Lydia's aunt Hannah II
Abbott, b. 1765, her father's sister, married in 1788 Samuel Hawley.
They had two children, Betsey, b. 1789 and Joseph, b. 1791 who enter
into this correspondence.
Another branch of the
family descended from Zebediah(5) Abbott, 1739-1793, the younger
brother of Nehemiah. Zebediah and his wife Rebecca Ballard had three
children: Anna(6), 1767-1826 who married Christopher Osgood of
Pembroke, New Hampshire; Zebediah(6) 1769-1836 who married Sarah
Farrington and Herman, 1771-1858 who married Lydia Farrington, the
sister of the brother's wife. Herman and his wife had six children,
including Joshua(7), 1804-1868 who married, in 1843, Judith
Wentworth.
The above notes cover
all the papers from Lydia's immediate family except one from her
nephew Albert. He could not have been an Abbott, but he must have
been a Flint.
There were many other
Abbotts in Andover, also descended from George of Rowley. George(1)

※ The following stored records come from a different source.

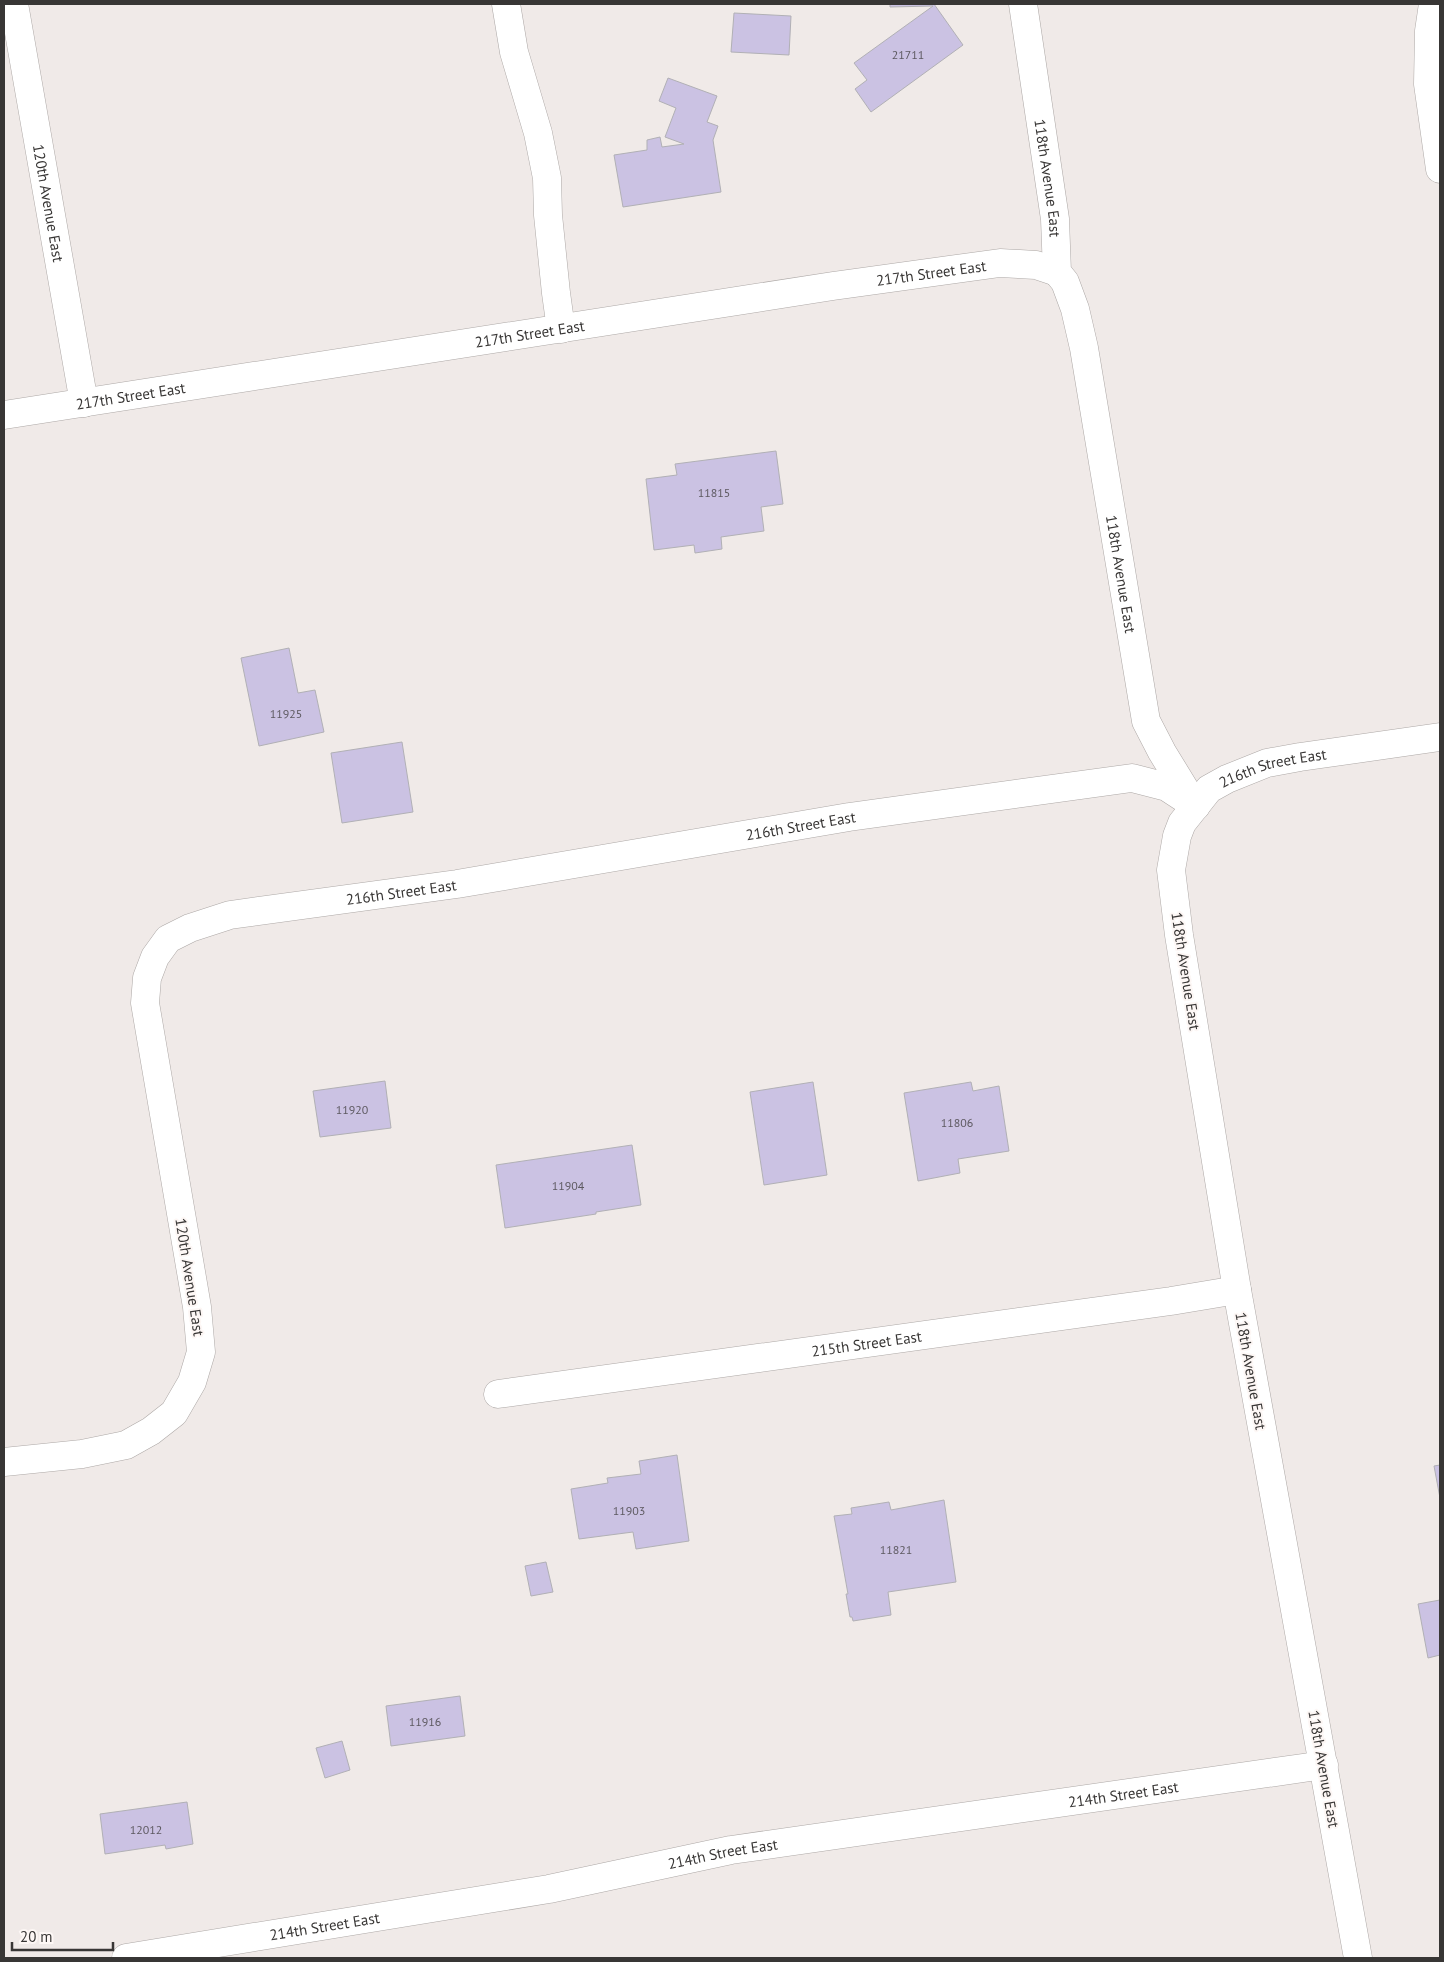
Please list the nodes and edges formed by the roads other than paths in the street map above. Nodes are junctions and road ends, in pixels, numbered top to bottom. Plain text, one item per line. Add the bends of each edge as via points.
1 (14, 4) edge
2 (506, 4) edge
3 (1023, 4) edge
4 (1433, 4) edge
5 (1440, 169) edge
6 (1057, 272) junction
7 (561, 329) junction
8 (84, 402) junction
9 (4, 415) edge
10 (1440, 737) edge
11 (1196, 806) junction
12 (155, 957) joint
13 (1237, 1290) junction
14 (498, 1394) dead end
15 (4, 1462) edge
16 (1324, 1765) junction
17 (126, 1958) edge
18 (1358, 1958) edge

1 - 8 street, 120th Avenue East
2 - 7 street via 514,52 538,133 547,178
3 - 6 street, 118th Avenue East via 1055,219
4 - 5 street via 1428,84
6 - 7 street, 217th Street East via 1036,266 1000,263
6 - 11 street, 118th Avenue East via 1065,282 1075,309 1084,348 1146,720
7 - 8 street, 217th Street East
8 - 9 street, 217th Street East
10 - 11 street, 216th Street East via 1300,756 1267,764 1209,789
11 - 12 street, 216th Street East via 1167,787 1132,778 848,817 457,884 230,915 168,939
11 - 13 street, 118th Avenue East via 1182,823 1171,870
12 - 15 street, 120th Avenue East via 147,978 145,1003 202,1352 192,1382 174,1413 126,1445 82,1454
13 - 14 street, 215th Street East
13 - 16 street, 118th Avenue East
16 - 17 street, 214th Street East via 731,1850 549,1889
16 - 18 street, 118th Avenue East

had a son Benjamin whose great-grandson was Jonathan(5), 1740-1821.
This Jonathan had two sons, Jonathan(6) 1776-1843 and Stephen(6),
1779-1835. Stephen(6) was living in Bethel, Maine in 1835. Stephen
David Abbott, 1815-1885 was the son of this Stephen. He was given
the name David at birth, but when his older brother died at the age
of nineteen in 1832, the name Stephen was transferred to the younger
son.
This genealogical note
was compiled from information in Abiel and Ephraim Abbot's
Genealogical Register (1847), Major L.A. Abbott, Descendents
of George Abbott of Rowley, Mass. and other Abbott Families (2
vols., 1906) and typed notes by Charlotte Helen Abbott.
The collection was
given to the Society by Clara Flint Reed in 1947, with much other
material which has been scattered through the manuscript collection.

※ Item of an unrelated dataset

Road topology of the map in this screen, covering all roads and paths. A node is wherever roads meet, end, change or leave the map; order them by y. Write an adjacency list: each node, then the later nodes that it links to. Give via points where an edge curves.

At the time it was received it given Accession Number 1947.49.
SCOPE AND CONTENT NOTE
The material has been
divided into six parts by family members. It consists mostly of
letters to Lydia Clark Abbott Flint written by her fellow students
and teachers at various female academies between 1814 and 1817.
The first section
contains a single letter written to Anne Abbott, and older cousin of
Lydia's just before her marriage in 1793. The second section
contains a letter to Lydia's father, Abiel, written in 1821 by
Edward Russell, a lawyer, condoling him on the death of his wife as
well as discussing business.
The third part, Lydia
Clark Abbott Flint's own material, is much more extensive. Lydia
wrote to her cousin Betsey Hawley of Danville, Vermont in 1814, a
letter full of family news. In June 1814, Lydia was not in Andover.

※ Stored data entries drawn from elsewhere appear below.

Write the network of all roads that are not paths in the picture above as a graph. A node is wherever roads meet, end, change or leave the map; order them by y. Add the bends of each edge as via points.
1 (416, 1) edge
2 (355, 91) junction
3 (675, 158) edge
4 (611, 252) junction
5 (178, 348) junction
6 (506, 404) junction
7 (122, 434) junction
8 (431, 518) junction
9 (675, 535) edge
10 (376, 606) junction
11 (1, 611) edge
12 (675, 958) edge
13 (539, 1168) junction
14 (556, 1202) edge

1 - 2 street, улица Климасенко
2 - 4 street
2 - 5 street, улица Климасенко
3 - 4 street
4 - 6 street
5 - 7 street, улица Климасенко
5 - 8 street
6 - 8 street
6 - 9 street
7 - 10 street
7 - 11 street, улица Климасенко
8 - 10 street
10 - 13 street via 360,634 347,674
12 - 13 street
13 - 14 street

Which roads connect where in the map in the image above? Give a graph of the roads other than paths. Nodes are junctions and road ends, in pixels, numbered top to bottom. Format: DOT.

Mary Fay, who seems to have lived in the Abbott household, and who
has been at school with her in Andover, wrote, describing domestic
problems. Lavinia Stafford, Charlotte Hills and Henriett Tenney were
at Bradford Academy with Lydia. Lavinia Stafford, who had been her
teacher, write five letters between 1814 and 1817. Lavinia studied
as well as taught, always looking for opportunities to improve
herself. She fully expected that Lydia would lead the same kind of
life, teaching long enough to earn money to pay for further study.
Henriett Tenney wrote her but one letter, explaining that in 1815
she was much involved in caring for a sick man named James.
Charlotte Hills was another correspondent. Charlotte and Lydia had
attended Bradford Academy, perhaps boarding in the same house, as
Charlotte asked her to do in December 1814. In April 1815 Charlotte
wrote her explaining that the James of whom Harriett Tenney wrote
had indeed died. He had owned the house in which Lydia boarded. In
this same letter, Charlotte announced that she giving up the idea of
school teaching and was going to Newburyport to become a milliner.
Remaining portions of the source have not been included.